Resumo
- O que diz:Centenas marcharam em Vancouver contra dois data centers de IA planejados da Telus, transformando os projetos em um teste de consentimento local sobre água, energia e infraestrutura urbana.
- Tópico principal:Investimento em data centers; Energia e licenciamento de data centers; Economia de infraestrutura de IA
- Contexto:Mercado / Briefing / América do Norte
- Mount Pleasant está previsto para este ano e West Georgia para 2029
- A disputa testa se as alegações de energia limpa podem garantir o consentimento local
O fato
Centenas de pessoas marcharam em Vancouver no sábado contra dois data centers de IA planejados da Telus na cidade. Manifestantes foram da Vancouver Art Gallery até a Prefeitura e pediram a suspensão da parceria entre a Telus e o governo federal. Uma instalação está planejada para a antiga sede da Hootsuite em Mount Pleasant e deve entrar em operação até o final deste ano. Uma segunda instalação está planejada para 150 West Georgia Street em 2029.
Manifestantes citaram uso de água, demanda de energia, impacto ambiental e falta de consulta, apontando para as restrições de água do Estágio 3 da Metro Vancouver e uma estimativa da Agência Internacional de Energia de que os data centers usaram 140 bilhões de litros de água globalmente em 2023. O primeiro-ministro da Colúmbia Britânica, David Eby, disse que o impacto na água é uma preocupação e que existem regras para futuros centros.
A Telus afirma que as instalações funcionarão com 98% de energia hidrelétrica limpa, usarão 90% menos água do que data centers tradicionais e reciclarão energia residual suficiente para aquecer 150.000 residências.
A Avaliação
O protesto transforma o plano de data center de IA da Telus em um teste de consentimento de infraestrutura local.
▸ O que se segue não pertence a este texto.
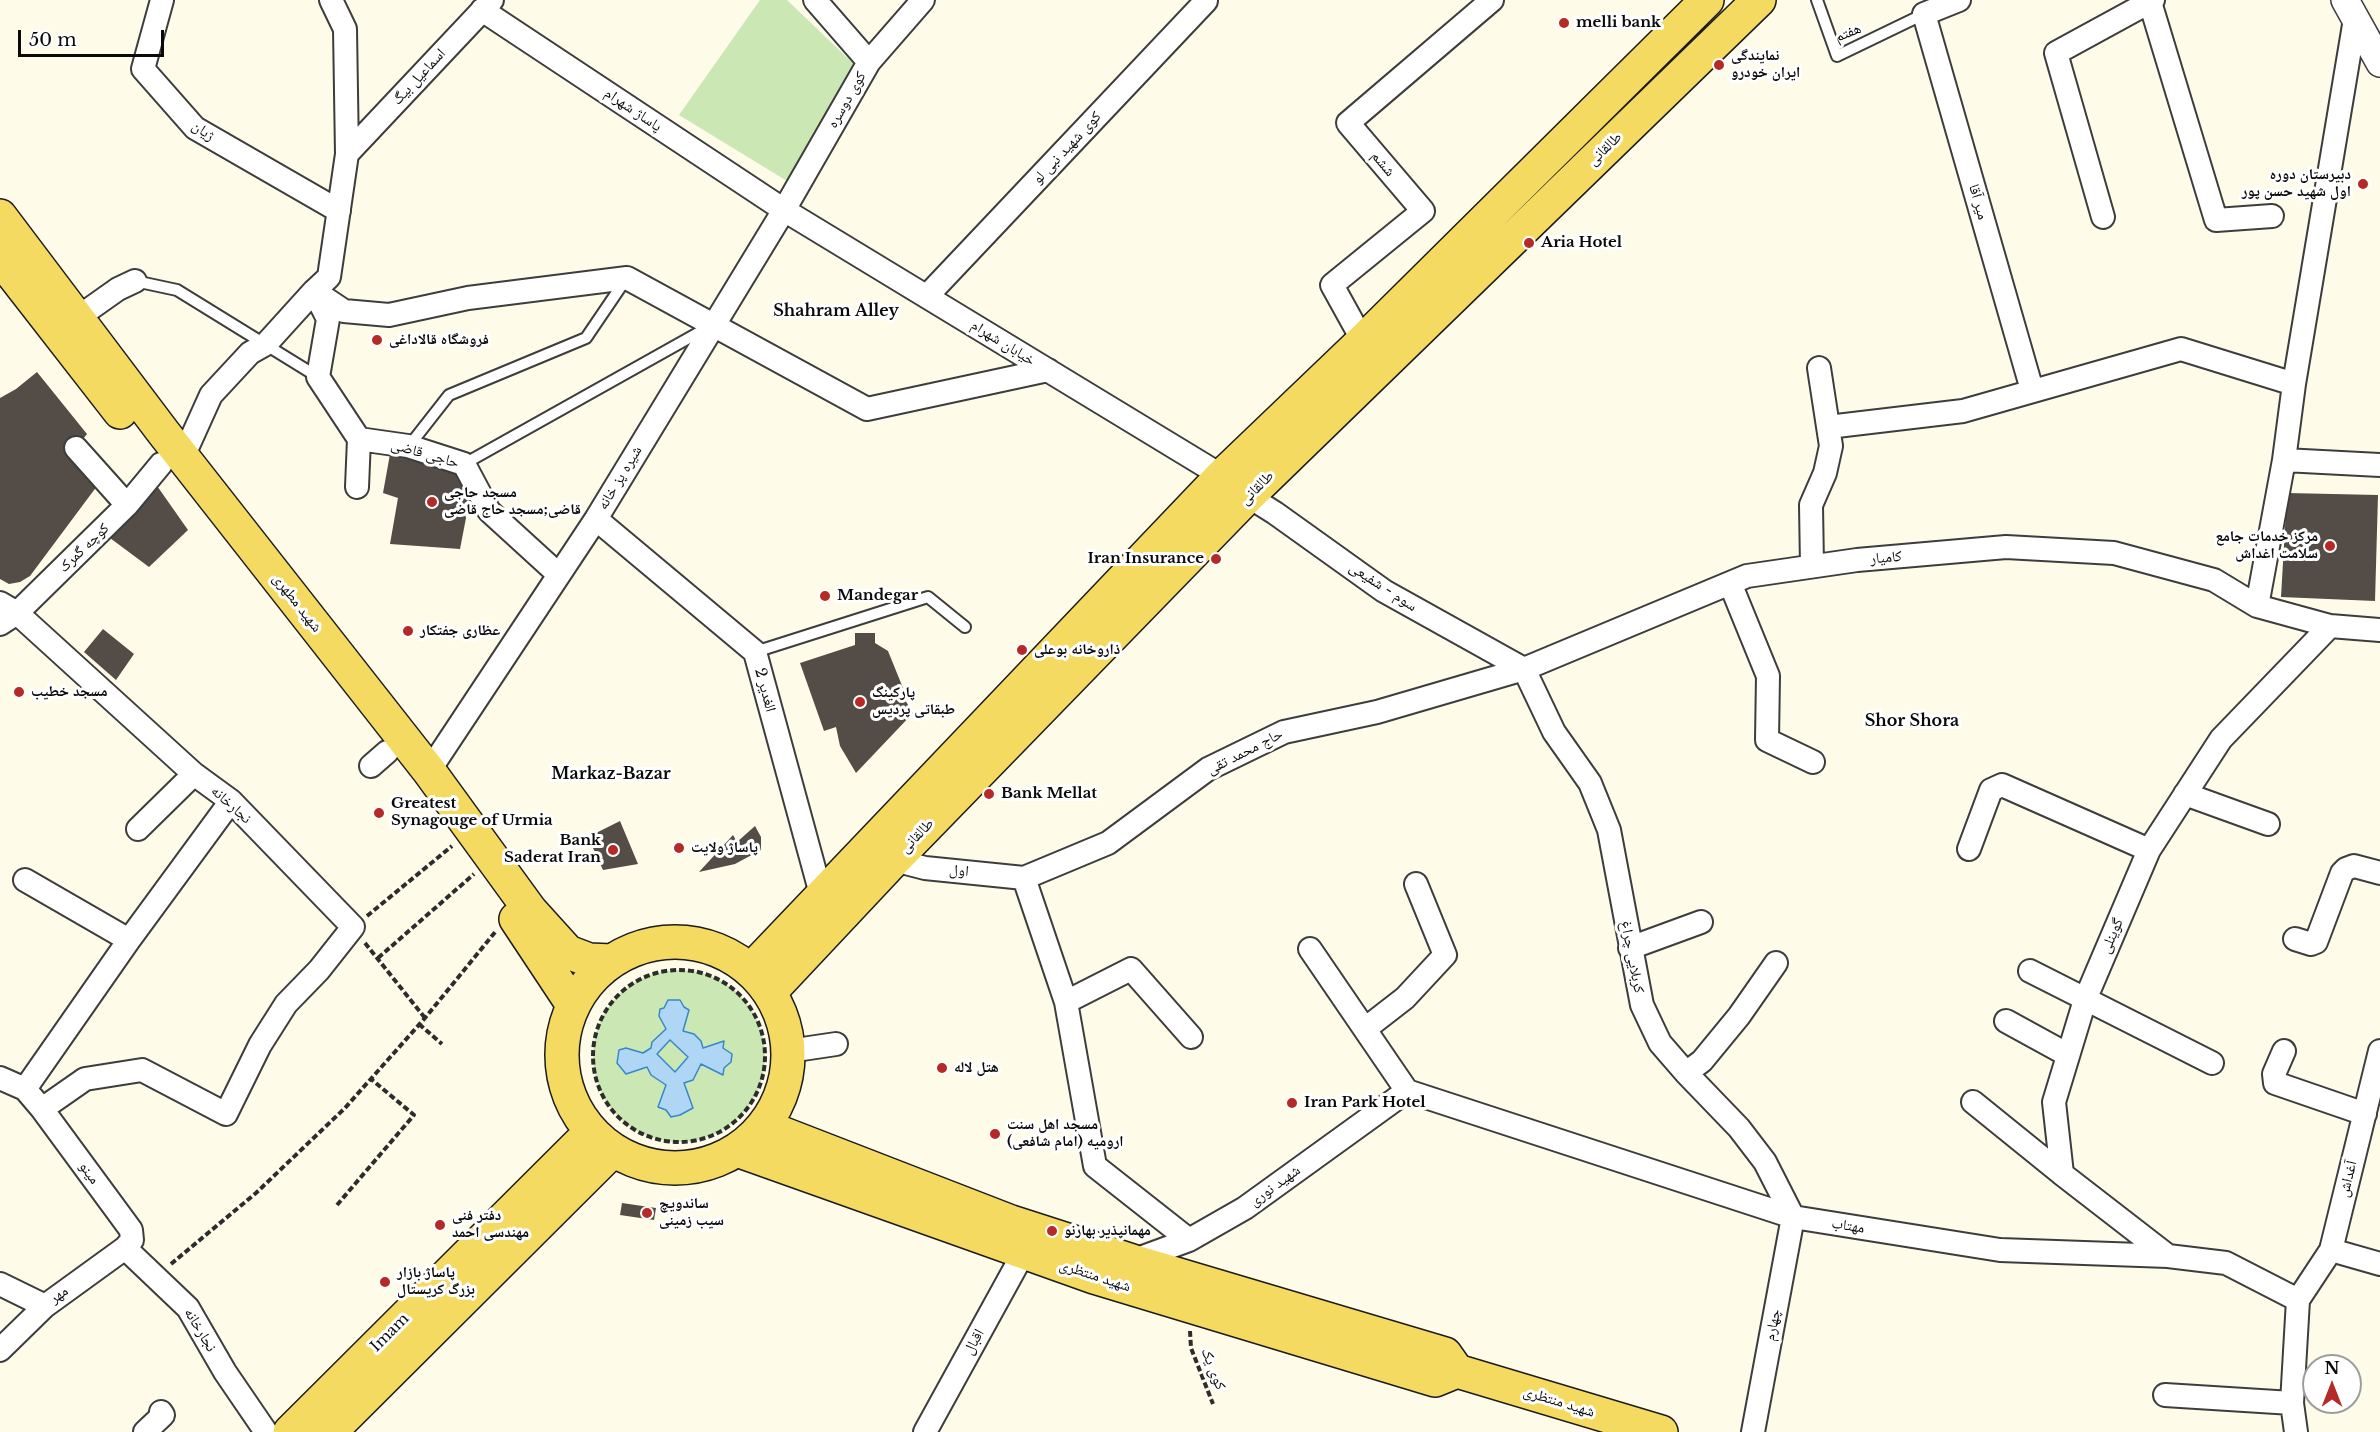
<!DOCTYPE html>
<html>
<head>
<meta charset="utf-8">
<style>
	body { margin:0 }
	#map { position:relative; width:2380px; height:1432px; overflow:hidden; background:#fefbe8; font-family:"Libre Baskerville",serif }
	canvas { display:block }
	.north { position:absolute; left:2302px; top:1354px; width:60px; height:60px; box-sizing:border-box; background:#fff; border:2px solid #9d9d9d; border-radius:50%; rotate:0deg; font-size:16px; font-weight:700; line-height:24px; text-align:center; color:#0a0a0a }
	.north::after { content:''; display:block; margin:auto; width:21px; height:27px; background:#b52927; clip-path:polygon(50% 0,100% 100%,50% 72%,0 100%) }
	.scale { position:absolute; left:18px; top:30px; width:146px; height:27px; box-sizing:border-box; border:3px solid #0a0a0a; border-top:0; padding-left:8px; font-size:18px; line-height:21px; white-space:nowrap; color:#0a0a0a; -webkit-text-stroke:4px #fff; paint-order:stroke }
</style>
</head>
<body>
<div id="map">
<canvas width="2380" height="1432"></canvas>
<div class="north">N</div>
<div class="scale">50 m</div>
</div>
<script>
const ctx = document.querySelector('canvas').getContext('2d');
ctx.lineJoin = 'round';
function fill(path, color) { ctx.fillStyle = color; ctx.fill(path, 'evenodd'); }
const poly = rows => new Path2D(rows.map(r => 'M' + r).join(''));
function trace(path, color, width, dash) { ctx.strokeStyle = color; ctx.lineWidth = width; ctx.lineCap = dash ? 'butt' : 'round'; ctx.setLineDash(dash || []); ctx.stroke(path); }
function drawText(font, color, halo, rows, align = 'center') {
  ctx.font = font + ' "Libre Baskerville","Noto Naskh Arabic",serif'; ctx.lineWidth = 6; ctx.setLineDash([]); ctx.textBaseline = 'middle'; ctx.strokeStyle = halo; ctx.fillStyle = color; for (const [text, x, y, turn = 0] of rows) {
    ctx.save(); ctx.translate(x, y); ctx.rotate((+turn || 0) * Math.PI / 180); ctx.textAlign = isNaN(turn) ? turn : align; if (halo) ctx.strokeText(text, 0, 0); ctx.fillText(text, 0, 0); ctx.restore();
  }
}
const green = poly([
	[760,0,787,0,857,67,787,181,679,115],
	'593 1056a86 86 0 1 1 172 0a86 86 0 1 1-172 0Z'
]);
const water = poly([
	[668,1000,680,1000,684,1007,689,1010,683,1031,694,1034,701,1041,703,1048,724,1041,723,1048,732,1054,731,1062,724,1068,723,1075,701,1064,693,1080,684,1083,693,1108,680,1115,671,1117,666,1110,658,1107,666,1085,651,1075,647,1067,626,1074,617,1063,619,1050,626,1048,643,1053,651,1048,652,1042,666,1029,659,1016,660,1009,664,1008,668,1000],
	[670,1040,688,1057,675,1072,657,1054,670,1040]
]);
const building = poly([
	[37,372,87,434,76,448,103,478,30,576,20,582,9,584,0,579,0,398,16,389],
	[390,454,456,470,470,498,463,505,466,518,460,549,390,544,398,498,383,493],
	[155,483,188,530,149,567,110,538],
	[2287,493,2378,495,2375,601,2281,597],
	[103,629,134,654,116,680,84,652],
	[855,633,875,633,875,643,888,651,903,688,899,690,913,713,856,773,840,746,836,727,824,731,800,663,855,645],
	[620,821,638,864,603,870,588,837],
	[755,826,761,837,761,850,735,864,699,872,733,835,737,842],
	[622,1203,656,1208,654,1220,620,1215]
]);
const path = poly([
	[367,916,452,846],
	[365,943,425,1018],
	[378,958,474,874],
	'593 1056a86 86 0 1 1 172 0a86 86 0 1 1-172 0Z',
	[419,1024,442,1044],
	[337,1205,414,1115,371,1079],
	[171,1264,256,1193,345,1108,425,1018,496,931],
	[1190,1331,1191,1348,1213,1404]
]);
const service = poly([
	[1817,0,1837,56,1924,14],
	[135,281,177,290,318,377],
	[409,446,449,395,586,338,626,279],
	[464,464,705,329],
	[755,652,928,597,965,627]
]);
const minor = poly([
	[162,0,143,69,195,128,339,211],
	[331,0,345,29,347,154,329,277,314,291,328,319,318,377,359,439],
	[815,0,869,62],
	[1959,0,1924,14,2032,390],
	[2150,2,2216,220,2272,216],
	[482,10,784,210,1222,476],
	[347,154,492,0],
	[2103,217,2056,53,2153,0],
	[927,296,1206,1],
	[77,318,118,289,135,281],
	[1363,341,1332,285,1423,211,1348,123,1492,0],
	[1828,427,1963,411,2181,349,2294,384],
	[76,448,127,505],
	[183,457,211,395,250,353,266,344,314,291,344,311,389,315,468,298,627,278,867,409,1048,370],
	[2284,460,2380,465],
	[357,487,359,439,408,446,464,464,489,511,558,574],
	[1248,496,1275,513,1384,591,1524,669],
	[596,519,755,652,821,894],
	[1812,566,1811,505,1825,473,1831,446,1819,368],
	[1730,583,1768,676,1767,740,1813,762],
	[0,603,17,613,194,774,231,801,353,927,319,970,286,1004,260,1045,226,1114,142,1070,85,1079,42,1109],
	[2257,606,2284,460,2294,384,2355,19],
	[0,624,17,613,127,505,161,464],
	[1524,669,1554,732,1590,783,1609,830,1642,1005,1660,1043,1686,1073,1739,1128,1765,1162,1793,1217,1753,1432],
	[371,766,387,752],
	[429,771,596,519,784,210,869,62,923,0],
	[2185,794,2268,824],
	[138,829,194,774],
	[1969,849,1991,790,2002,785,2149,850],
	[894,860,925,868,1024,878,1108,843,1208,769,1284,732,1377,712,1524,669,1747,576,1857,560,2006,547,2114,553,2214,580,2257,606,2330,626,2380,630],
	[1024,878,1066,1002,1095,1166,1189,1240],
	[25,880,129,940],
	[2295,939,2311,944,2316,942,2342,873,2346,869,2354,866,2380,873],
	[1630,948,1701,922],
	[1310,949,1407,1091],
	[2030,971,2212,1063],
	[1066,1002,1131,969,1191,1037],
	[2006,1021,2068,1055],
	[1365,1029,1405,998,1445,955,1416,884],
	[789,1051,836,1044],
	[2284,1051,2274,1074,2275,1083,2365,1114],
	[1686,1073,1702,1061,1739,1016,1776,963],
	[0,1078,25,1089,42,1109,131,1230,132,1240,125,1248,188,1308,225,1372,266,1432],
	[25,1089,129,940,231,801],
	[1407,1091,1793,1217,2000,1250,2168,1256,2226,1263,2298,1300],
	[1973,1102,2062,1174],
	[2331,1250,2380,1264],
	[2168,1256,2062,1174,2054,1102,2085,1000,2149,850,2221,739,2330,626],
	[1132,1261,1189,1240,1245,1208,1407,1091],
	[0,1284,45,1306],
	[2298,1300,2331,1250,2380,1051],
	[0,1350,45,1306,125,1248],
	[2165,1395,2292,1403],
	[145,1432,163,1415,161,1412],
	[925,1432,1024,1252],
	[2296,1432,2292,1403,2298,1300]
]);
const tertiary = poly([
	[2345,0,2380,63]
]);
const primary = poly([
	[0,216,163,432,429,771,530,910,568,952,589,960,612,961],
	[0,258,120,412],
	[516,919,573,1005],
	'562 1055a113 113 0 1 1 226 0a113 113 0 1 1-226 0Z',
	[751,970,1222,476,1363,341,1707,0],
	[770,992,894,860,1248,496,1759,0],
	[763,1126,1011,1222,1132,1261,1445,1354,1457,1371,1661,1432],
	[737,1150,1094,1277,1435,1380,1457,1371],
	[290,1432,591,1132],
	[330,1432,613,1150]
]);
const markers = [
	[1564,23,6,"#b52927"],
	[1719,65,6,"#b52927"],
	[2363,184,6,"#b52927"],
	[1529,243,6,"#b52927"],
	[377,340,6,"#b52927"],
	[432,502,6,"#b52927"],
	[2330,546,6,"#b52927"],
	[1216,559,6,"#b52927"],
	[825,596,6,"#b52927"],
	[408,631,6,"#b52927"],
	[1022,650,6,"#b52927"],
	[19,692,6,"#b52927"],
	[860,702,6,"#b52927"],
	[989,794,6,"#b52927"],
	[379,813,6,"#b52927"],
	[679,848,6,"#b52927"],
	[613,850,6,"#b52927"],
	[942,1068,6,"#b52927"],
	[1292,1103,6,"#b52927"],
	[995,1134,6,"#b52927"],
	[647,1213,6,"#b52927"],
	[440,1225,6,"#b52927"],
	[1052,1231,6,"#b52927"],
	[385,1282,6,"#b52927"]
];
const poiNames = [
	["melli bank",1576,23],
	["نمایندگی",1731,56],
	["ایران خودرو",1731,73],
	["دبیرستان دوره",2351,175,"right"],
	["اول شهید حسن پور",2351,192,"right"],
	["Aria Hotel",1541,243],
	["فروشگاه قالاداغی",389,340],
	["مسجد حاجی",444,493],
	["قاضی;مسجد حاج قاضی",444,510],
	["مرکز خدمات جامع",2318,537,"right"],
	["سلامت اغداش",2318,554,"right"],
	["Iran Insurance",1204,559,"right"],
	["Mandegar",837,596],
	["عظاری جفتکار",420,631],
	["ذاروخانه بوعلی",1034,650],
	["مسجد خطیب",31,692],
	["پارکینگ",872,693],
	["طبقاتی پردیس",872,710],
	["Bank Mellat",1001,794],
	["Greatest",391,804],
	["Synagouge of Urmia",391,821],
	["Bank",601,841,"right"],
	["Saderat Iran",601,858,"right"],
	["پاساژ ولایت",691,848],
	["هتل لاله",954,1068],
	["Iran Park Hotel",1304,1103],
	["مسجد اهل سنت",1007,1125],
	["ارومیه (امام شافعی)",1007,1142],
	["ساندویچ",659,1204],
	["سیب زمینی",659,1221],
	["دفتر فنی",452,1216],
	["مهندسی احمد",452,1233],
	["مهمانپذیر بهارنو",1064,1231],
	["پاساژ بازار",397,1273],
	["بزرگ کریستال",397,1290]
];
const streetNames = [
	["هفتم",1848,33,-22],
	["اسماعیل بیگ",419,77,-47],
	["کوی دوسره",847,100,-60],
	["پاساژ شهرام",633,110,34],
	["ژیان",203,131,35],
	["کوی شهید نبی لو",1067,148,-47],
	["طالقانی",1605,149,-44],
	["ششم",1383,164,50],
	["میر آقا",1978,202,74],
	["خیابان شهرام",1003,343,32],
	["حاجی قاضی",425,454,16],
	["شیره پز خانه",620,478,-59],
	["طالقانی",1257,488,-45],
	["کوچه گمرک",84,548,-44],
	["کامیار",1886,558,-5],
	["سوم - شفیعی",1383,587,33],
	["شهید مطهری",297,603,52],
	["2 الغدیر",765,690,75],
	["حاج محمد تقی",1245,752,-27],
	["نجارخانه",231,805,42],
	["طالقانی",917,836,-46],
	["اول",959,871,6],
	["گوینلی",2112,936,-67],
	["کربلایی چراغ",1632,957,79],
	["مینو",89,1173,54],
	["آغداش",2348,1179,-76],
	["شهید نوری",1275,1186,-36],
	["مهتاب",1848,1226,9],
	["شهید منتظری",1095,1276,18],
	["مهر",59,1295,-35],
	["چهارم",1773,1325,-79],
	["نجارخانه",200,1330,59],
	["Imam",390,1333,-45],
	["اقبال",974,1342,-61],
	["کوی یک",1213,1369,69],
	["شهید منتظری",1559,1402,17]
];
const neighbourhoodNames = [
	["Shahram Alley",836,311],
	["Shor Shora",1912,721],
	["Markaz-Bazar",611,774]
];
fill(green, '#cbe7b4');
fill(water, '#afd6f4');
trace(water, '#3887c9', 1.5);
fill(building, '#534c47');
trace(service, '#3d3d3d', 14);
trace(minor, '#3d3d3d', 26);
trace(tertiary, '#3d3d3d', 30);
trace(primary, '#1b1b1b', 36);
trace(path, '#2c2c2c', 4, [6, 3]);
trace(service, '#fff', 10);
trace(minor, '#fff', 22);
trace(tertiary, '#fff', 27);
trace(primary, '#f5da62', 33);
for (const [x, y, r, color] of markers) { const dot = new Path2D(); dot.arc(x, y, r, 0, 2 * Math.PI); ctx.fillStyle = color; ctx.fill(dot); trace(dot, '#fff', 2); }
drawText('bold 15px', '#0a0a0a', '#fff', poiNames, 'left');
drawText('15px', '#0a0a0a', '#fff', streetNames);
drawText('bold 16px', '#0a0a0a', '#fff', neighbourhoodNames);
</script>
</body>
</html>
A Telus está respondendo às críticas com um argumento de eficiência ambiental: 98% de energia hidrelétrica limpa, 90% menos água do que data centers tradicionais e reutilização de calor residual. Mas isso não aborda totalmente as objeções que impulsionam o protesto.
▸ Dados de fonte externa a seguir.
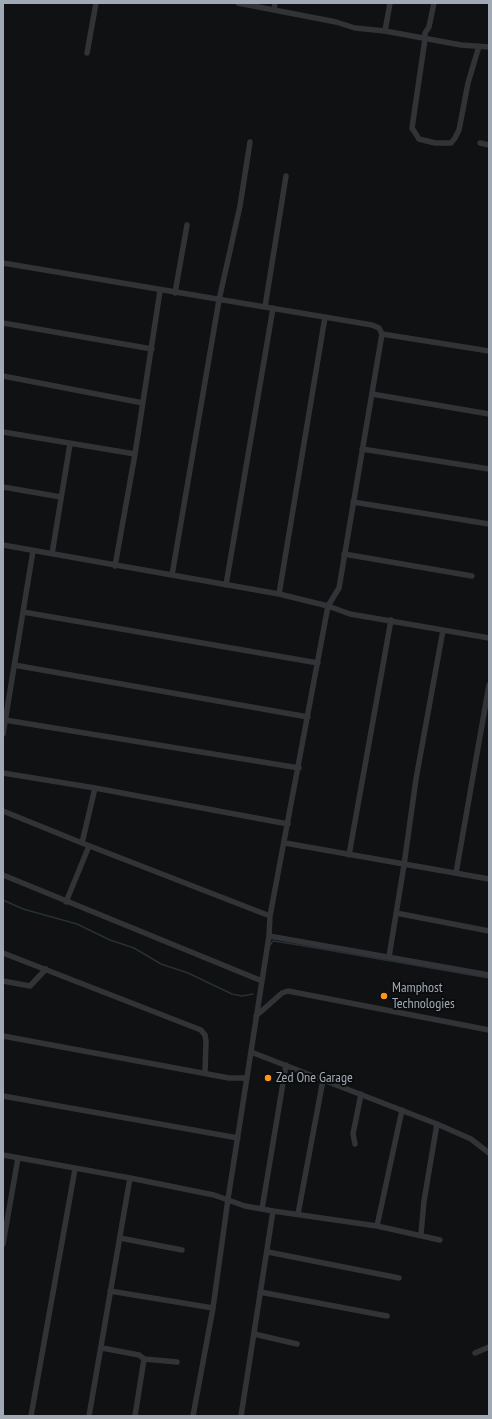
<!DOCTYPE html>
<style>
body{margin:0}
#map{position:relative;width:492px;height:1419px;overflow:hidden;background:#101112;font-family:"PT Sans Narrow",sans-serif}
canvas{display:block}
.frame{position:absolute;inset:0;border:4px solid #a0a9b4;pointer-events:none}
</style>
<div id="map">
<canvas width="492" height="1419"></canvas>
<div class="frame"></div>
</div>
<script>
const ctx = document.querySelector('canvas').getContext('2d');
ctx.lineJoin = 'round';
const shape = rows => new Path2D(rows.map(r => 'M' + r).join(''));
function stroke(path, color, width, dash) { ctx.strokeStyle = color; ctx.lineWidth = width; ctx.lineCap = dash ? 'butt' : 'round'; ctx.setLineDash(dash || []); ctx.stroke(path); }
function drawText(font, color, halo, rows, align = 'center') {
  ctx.font = font + ' "PT Sans Narrow",sans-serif'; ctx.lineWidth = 4; ctx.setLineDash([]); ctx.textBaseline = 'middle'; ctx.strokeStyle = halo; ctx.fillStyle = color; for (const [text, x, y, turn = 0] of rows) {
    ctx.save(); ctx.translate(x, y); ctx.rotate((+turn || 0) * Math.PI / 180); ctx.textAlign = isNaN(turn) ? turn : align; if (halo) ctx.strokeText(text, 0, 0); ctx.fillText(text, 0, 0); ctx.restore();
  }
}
const stream = shape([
 [3,900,23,909,77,924,110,940,134,948,161,964,188,973,232,994,242,996,253,994],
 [270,945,273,941,299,945,489,978]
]);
const minor = shape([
 [238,3,336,22,355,28,385,31,461,45,489,47],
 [434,3,429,27,425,33,425,39,412,128,419,139,435,143,451,143,455,138,459,130,468,83,479,46],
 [274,10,275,3],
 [385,31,390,3],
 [87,53,96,3],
 [480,143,489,145],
 [3,263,372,325,379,328,382,334,489,351],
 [175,293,187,225],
 [265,307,286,176],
 [3,323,152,349],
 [3,376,143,403],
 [372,394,489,414],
 [3,432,135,454],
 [362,449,489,469],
 [3,487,61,497],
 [353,502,489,524],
 [3,545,279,594,328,606,350,614,489,638],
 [52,554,70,444],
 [344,554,472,576],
 [115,566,135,454,160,291],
 [172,575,219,300,240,206,250,142],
 [226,585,273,308],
 [279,594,325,317],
 [23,612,318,663],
 [14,665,308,717],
 [5,720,299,768],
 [3,734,33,551],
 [3,773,95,788,288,824],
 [3,811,82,843,270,916],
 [82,843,95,788],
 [285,843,489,879],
 [349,855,391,620],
 [456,873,489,685],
 [3,875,262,981],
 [66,902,89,846],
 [396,913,489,931],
 [269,936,489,975],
 [3,953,201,1030,205,1035,206,1041,205,1073],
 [389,957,404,865,416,779,443,630],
 [3,981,30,986,46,969],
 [256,1016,282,993,288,991,489,1030],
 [3,1036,229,1078,247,1078],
 [251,1052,437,1124,471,1139,489,1153],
 [3,1096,238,1138],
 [355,1144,353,1134,361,1094],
 [3,1155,130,1178,214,1195,245,1206,273,1211,241,1416],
 [262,1209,286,1065],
 [273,1211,377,1226,440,1240],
 [298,1214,323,1080],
 [377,1226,402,1110],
 [421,1234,424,1201,437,1124],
 [120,1238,182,1250],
 [3,1244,18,1158],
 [268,1252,399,1278],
 [110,1291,213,1308],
 [260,1292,387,1316],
 [254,1334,297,1344],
 [102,1348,139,1355,144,1359,135,1416],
 [475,1353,489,1347],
 [144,1359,177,1362],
 [31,1416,75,1169],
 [89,1416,130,1178],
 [193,1416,213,1308,228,1199,269,936,270,916,328,606,339,588,382,334]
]);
const markers = [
 [384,996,4,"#ff941b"],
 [268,1078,4,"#ff941b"]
];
const poiNames = [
 ["Mamphost",392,988],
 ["Technologies",392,1004],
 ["Zed One Garage",276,1078]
];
stroke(stream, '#263137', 1.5);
stroke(minor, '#313337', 5.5);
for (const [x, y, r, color] of markers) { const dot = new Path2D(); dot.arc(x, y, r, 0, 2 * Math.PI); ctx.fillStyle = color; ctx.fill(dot); stroke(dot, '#0b0c0d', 1.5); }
drawText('14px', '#a0a9b4', '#0b0c0d', poiNames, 'left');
</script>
A menor intensidade de água ainda significa uma carga adicional durante as restrições de água do Estágio 3, e a energia hidrelétrica limpa não elimina questões sobre capacidade da rede, demanda concorrente de eletricidade ou o custo de oportunidade de alocar infraestrutura urbana para computação de IA. A queixa sobre consulta é, portanto, central, não secundária. Os manifestantes não estão apenas questionando se as instalações são mais verdes do que data centers antigos; eles estão questionando quem decide como a água, a energia e a terra locais são alocados e se a comunidade recebe benefícios suficientes dessa troca.
O que observar
Observe se o local de Mount Pleasant ainda entrará em operação este ano, se a B.C. Hydro ou autoridades provinciais divulgarão detalhes de alocação de energia em nível de projeto, e se Vancouver ou a Colúmbia Britânica exigirá que a Telus publique o uso absoluto de água, demanda de energia, compromissos de reutilização de calor e registros de consulta comunitária antes do avanço do projeto West Georgia.